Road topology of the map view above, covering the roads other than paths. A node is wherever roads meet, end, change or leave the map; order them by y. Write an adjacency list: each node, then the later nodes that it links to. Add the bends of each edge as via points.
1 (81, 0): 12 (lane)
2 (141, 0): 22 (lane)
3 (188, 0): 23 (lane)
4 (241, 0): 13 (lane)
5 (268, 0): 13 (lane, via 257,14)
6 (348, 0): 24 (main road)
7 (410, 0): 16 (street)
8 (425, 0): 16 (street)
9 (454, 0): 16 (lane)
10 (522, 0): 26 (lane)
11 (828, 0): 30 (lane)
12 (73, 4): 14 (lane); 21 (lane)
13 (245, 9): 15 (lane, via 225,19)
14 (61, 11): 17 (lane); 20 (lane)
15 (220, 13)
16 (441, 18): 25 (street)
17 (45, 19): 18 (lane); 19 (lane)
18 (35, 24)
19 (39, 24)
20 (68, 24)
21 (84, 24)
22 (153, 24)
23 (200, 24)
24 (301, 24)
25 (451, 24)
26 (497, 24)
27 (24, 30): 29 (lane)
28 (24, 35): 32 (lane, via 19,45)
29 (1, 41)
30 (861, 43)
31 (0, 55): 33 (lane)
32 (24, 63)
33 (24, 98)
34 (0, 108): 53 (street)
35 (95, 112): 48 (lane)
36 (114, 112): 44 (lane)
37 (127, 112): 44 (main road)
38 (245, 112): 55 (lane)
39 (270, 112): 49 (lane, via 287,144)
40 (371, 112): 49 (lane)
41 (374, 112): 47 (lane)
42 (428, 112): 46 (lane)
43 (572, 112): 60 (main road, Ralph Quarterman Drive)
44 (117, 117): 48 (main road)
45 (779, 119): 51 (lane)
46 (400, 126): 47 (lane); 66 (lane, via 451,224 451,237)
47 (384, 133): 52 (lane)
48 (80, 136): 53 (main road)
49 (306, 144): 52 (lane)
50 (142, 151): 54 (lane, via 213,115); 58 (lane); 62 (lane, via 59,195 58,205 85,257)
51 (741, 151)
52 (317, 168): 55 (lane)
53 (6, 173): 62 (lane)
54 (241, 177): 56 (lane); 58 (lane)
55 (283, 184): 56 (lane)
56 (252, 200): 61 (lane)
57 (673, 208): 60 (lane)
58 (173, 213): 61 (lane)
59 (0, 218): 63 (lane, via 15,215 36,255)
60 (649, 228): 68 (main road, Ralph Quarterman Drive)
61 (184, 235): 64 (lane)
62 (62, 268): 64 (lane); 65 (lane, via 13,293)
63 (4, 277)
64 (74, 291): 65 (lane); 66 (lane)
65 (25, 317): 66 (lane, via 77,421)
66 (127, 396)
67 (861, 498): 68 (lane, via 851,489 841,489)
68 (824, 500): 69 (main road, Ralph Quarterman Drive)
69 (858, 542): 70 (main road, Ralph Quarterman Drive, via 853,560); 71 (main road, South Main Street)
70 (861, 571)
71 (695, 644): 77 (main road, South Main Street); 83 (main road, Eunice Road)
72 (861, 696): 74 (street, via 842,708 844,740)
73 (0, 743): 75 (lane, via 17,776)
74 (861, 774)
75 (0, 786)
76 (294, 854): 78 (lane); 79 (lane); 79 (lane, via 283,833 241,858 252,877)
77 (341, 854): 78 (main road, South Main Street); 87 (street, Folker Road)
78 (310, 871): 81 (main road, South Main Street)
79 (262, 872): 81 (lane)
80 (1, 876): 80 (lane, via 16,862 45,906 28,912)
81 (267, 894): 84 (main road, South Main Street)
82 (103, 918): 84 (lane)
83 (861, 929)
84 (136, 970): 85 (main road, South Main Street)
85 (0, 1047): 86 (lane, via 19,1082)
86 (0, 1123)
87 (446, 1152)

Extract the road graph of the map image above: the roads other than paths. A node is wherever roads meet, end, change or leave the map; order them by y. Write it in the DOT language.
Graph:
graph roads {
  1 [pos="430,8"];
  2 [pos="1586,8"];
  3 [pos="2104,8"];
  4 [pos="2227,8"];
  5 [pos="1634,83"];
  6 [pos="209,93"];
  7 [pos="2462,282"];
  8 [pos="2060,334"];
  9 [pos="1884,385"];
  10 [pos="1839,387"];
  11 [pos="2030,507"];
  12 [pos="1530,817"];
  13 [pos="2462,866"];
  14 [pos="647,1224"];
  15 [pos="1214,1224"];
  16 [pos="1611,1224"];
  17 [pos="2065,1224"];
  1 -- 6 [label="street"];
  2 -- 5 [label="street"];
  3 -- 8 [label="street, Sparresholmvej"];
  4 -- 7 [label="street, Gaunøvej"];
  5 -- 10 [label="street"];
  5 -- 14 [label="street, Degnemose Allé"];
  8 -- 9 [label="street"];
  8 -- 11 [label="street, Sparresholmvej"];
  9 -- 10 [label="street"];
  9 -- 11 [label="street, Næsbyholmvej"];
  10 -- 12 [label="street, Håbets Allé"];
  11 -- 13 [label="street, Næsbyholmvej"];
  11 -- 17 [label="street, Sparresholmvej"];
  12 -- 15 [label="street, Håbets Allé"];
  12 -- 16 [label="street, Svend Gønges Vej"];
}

····················

Every entry, from top to bottom, should be repeated word for word.

Road topology of the map view above, covering the roads other than paths. A node is wherever roads meet, end, change or leave the map; order them by y. Write an adjacency list: each node, then the later nodes that it links to. Add the bends of each edge as via points.
1 (81, 0): 12 (lane)
2 (141, 0): 22 (lane)
3 (188, 0): 23 (lane)
4 (241, 0): 13 (lane)
5 (268, 0): 13 (lane, via 257,14)
6 (348, 0): 24 (main road)
7 (410, 0): 16 (street)
8 (425, 0): 16 (street)
9 (454, 0): 16 (lane)
10 (522, 0): 26 (lane)
11 (828, 0): 30 (lane)
12 (73, 4): 14 (lane); 21 (lane)
13 (245, 9): 15 (lane, via 225,19)
14 (61, 11): 17 (lane); 20 (lane)
15 (220, 13)
16 (441, 18): 25 (street)
17 (45, 19): 18 (lane); 19 (lane)
18 (35, 24)
19 (39, 24)
20 (68, 24)
21 (84, 24)
22 (153, 24)
23 (200, 24)
24 (301, 24)
25 (451, 24)
26 (497, 24)
27 (24, 30): 29 (lane)
28 (24, 35): 32 (lane, via 19,45)
29 (1, 41)
30 (861, 43)
31 (0, 55): 33 (lane)
32 (24, 63)
33 (24, 98)
34 (0, 108): 53 (street)
35 (95, 112): 48 (lane)
36 (114, 112): 44 (lane)
37 (127, 112): 44 (main road)
38 (245, 112): 55 (lane)
39 (270, 112): 49 (lane, via 287,144)
40 (371, 112): 49 (lane)
41 (374, 112): 47 (lane)
42 (428, 112): 46 (lane)
43 (572, 112): 60 (main road, Ralph Quarterman Drive)
44 (117, 117): 48 (main road)
45 (779, 119): 51 (lane)
46 (400, 126): 47 (lane); 66 (lane, via 451,224 451,237)
47 (384, 133): 52 (lane)
48 (80, 136): 53 (main road)
49 (306, 144): 52 (lane)
50 (142, 151): 54 (lane, via 213,115); 58 (lane); 62 (lane, via 59,195 58,205 85,257)
51 (741, 151)
52 (317, 168): 55 (lane)
53 (6, 173): 62 (lane)
54 (241, 177): 56 (lane); 58 (lane)
55 (283, 184): 56 (lane)
56 (252, 200): 61 (lane)
57 (673, 208): 60 (lane)
58 (173, 213): 61 (lane)
59 (0, 218): 63 (lane, via 15,215 36,255)
60 (649, 228): 68 (main road, Ralph Quarterman Drive)
61 (184, 235): 64 (lane)
62 (62, 268): 64 (lane); 65 (lane, via 13,293)
63 (4, 277)
64 (74, 291): 65 (lane); 66 (lane)
65 (25, 317): 66 (lane, via 77,421)
66 (127, 396)
67 (861, 498): 68 (lane, via 851,489 841,489)
68 (824, 500): 69 (main road, Ralph Quarterman Drive)
69 (858, 542): 70 (main road, Ralph Quarterman Drive, via 853,560); 71 (main road, South Main Street)
70 (861, 571)
71 (695, 644): 77 (main road, South Main Street); 83 (main road, Eunice Road)
72 (861, 696): 74 (street, via 842,708 844,740)
73 (0, 743): 75 (lane, via 17,776)
74 (861, 774)
75 (0, 786)
76 (294, 854): 78 (lane); 79 (lane); 79 (lane, via 283,833 241,858 252,877)
77 (341, 854): 78 (main road, South Main Street); 87 (street, Folker Road)
78 (310, 871): 81 (main road, South Main Street)
79 (262, 872): 81 (lane)
80 (1, 876): 80 (lane, via 16,862 45,906 28,912)
81 (267, 894): 84 (main road, South Main Street)
82 (103, 918): 84 (lane)
83 (861, 929)
84 (136, 970): 85 (main road, South Main Street)
85 (0, 1047): 86 (lane, via 19,1082)
86 (0, 1123)
87 (446, 1152)

Extract the road graph of the map image above: the roads other than paths. A node is wherever roads meet, end, change or leave the map; order them by y. Write it in the DOT language.
Graph:
graph roads {
  1 [pos="430,8"];
  2 [pos="1586,8"];
  3 [pos="2104,8"];
  4 [pos="2227,8"];
  5 [pos="1634,83"];
  6 [pos="209,93"];
  7 [pos="2462,282"];
  8 [pos="2060,334"];
  9 [pos="1884,385"];
  10 [pos="1839,387"];
  11 [pos="2030,507"];
  12 [pos="1530,817"];
  13 [pos="2462,866"];
  14 [pos="647,1224"];
  15 [pos="1214,1224"];
  16 [pos="1611,1224"];
  17 [pos="2065,1224"];
  1 -- 6 [label="street"];
  2 -- 5 [label="street"];
  3 -- 8 [label="street, Sparresholmvej"];
  4 -- 7 [label="street, Gaunøvej"];
  5 -- 10 [label="street"];
  5 -- 14 [label="street, Degnemose Allé"];
  8 -- 9 [label="street"];
  8 -- 11 [label="street, Sparresholmvej"];
  9 -- 10 [label="street"];
  9 -- 11 [label="street, Næsbyholmvej"];
  10 -- 12 [label="street, Håbets Allé"];
  11 -- 13 [label="street, Næsbyholmvej"];
  11 -- 17 [label="street, Sparresholmvej"];
  12 -- 15 [label="street, Håbets Allé"];
  12 -- 16 [label="street, Svend Gønges Vej"];
}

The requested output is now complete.